WORK REQUIRED -
Which of the lines below hold "переулок"? Please return each one.

Data entries:
* * *
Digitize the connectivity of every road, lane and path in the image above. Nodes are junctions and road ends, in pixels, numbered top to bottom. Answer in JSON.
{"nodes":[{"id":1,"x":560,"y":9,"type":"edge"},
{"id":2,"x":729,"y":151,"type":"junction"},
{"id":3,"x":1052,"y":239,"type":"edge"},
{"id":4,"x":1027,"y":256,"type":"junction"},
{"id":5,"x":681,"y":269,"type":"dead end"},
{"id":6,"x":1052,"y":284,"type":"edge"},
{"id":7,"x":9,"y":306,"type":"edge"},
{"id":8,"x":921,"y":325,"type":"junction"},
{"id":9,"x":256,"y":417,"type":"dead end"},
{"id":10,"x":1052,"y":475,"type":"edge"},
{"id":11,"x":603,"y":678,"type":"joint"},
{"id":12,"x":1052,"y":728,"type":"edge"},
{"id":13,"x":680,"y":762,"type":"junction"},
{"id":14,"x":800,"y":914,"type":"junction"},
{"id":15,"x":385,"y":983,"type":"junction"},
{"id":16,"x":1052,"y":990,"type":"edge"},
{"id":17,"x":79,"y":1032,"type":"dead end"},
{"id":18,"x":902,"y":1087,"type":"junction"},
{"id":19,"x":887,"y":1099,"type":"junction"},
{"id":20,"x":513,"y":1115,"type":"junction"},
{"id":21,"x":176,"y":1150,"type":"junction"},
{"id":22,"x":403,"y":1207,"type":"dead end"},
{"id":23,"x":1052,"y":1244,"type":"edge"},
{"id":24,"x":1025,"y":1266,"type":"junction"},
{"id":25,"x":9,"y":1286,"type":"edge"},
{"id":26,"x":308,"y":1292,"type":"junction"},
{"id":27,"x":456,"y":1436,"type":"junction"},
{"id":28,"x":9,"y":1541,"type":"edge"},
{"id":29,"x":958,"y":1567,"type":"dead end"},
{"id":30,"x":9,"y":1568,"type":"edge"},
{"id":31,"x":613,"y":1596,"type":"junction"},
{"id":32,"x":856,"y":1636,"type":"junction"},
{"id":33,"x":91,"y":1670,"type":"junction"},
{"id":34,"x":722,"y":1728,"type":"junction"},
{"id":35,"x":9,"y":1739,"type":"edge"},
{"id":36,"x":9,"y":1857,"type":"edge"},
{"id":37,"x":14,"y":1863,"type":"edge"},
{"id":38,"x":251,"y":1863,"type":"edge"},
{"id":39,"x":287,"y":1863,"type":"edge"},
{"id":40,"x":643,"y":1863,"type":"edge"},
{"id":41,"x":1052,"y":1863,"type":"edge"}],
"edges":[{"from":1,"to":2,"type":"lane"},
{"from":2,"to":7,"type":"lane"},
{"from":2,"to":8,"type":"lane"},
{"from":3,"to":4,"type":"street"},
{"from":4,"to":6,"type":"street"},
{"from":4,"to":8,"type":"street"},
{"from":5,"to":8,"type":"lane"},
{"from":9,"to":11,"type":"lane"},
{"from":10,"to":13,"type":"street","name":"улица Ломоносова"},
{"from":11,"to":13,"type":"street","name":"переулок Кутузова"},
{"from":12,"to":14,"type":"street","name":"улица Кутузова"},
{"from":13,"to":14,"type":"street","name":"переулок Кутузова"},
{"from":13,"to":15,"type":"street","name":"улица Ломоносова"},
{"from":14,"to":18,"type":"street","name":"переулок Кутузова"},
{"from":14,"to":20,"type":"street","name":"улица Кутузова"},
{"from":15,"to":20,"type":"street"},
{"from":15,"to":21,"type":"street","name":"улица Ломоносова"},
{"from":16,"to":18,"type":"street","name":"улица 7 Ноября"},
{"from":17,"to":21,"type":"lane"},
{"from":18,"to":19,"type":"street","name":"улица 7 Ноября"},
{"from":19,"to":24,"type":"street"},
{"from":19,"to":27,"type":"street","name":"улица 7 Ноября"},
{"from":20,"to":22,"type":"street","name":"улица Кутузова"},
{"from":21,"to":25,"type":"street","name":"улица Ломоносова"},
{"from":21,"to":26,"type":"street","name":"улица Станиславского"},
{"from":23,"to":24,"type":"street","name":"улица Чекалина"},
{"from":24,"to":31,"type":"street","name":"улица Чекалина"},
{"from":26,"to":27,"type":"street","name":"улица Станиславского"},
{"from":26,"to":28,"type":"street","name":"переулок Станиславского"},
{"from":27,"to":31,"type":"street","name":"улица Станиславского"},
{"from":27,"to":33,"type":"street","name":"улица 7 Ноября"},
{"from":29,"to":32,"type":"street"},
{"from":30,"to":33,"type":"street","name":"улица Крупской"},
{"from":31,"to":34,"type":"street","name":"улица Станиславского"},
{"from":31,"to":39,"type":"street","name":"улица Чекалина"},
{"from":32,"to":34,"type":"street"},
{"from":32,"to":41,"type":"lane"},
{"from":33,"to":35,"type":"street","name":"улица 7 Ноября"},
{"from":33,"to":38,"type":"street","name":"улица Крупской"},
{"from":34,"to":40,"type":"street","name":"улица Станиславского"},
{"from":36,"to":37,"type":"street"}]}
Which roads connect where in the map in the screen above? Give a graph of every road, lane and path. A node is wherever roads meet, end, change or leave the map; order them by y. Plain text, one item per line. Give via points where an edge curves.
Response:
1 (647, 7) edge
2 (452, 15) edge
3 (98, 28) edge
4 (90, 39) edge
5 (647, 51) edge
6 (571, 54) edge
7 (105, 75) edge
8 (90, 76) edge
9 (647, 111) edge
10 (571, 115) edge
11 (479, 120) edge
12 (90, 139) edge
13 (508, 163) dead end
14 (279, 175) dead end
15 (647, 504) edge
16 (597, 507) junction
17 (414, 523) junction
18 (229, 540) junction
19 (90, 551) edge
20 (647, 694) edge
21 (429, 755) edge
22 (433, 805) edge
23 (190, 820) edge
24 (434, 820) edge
* * *
RESPONSE FOR THIS EXERCISE -
{"from":11,"to":13,"type":"street","name":"переулок Кутузова"},
{"from":13,"to":14,"type":"street","name":"переулок Кутузова"},
{"from":14,"to":18,"type":"street","name":"переулок Кутузова"},
{"from":26,"to":28,"type":"street","name":"переулок Станиславского"},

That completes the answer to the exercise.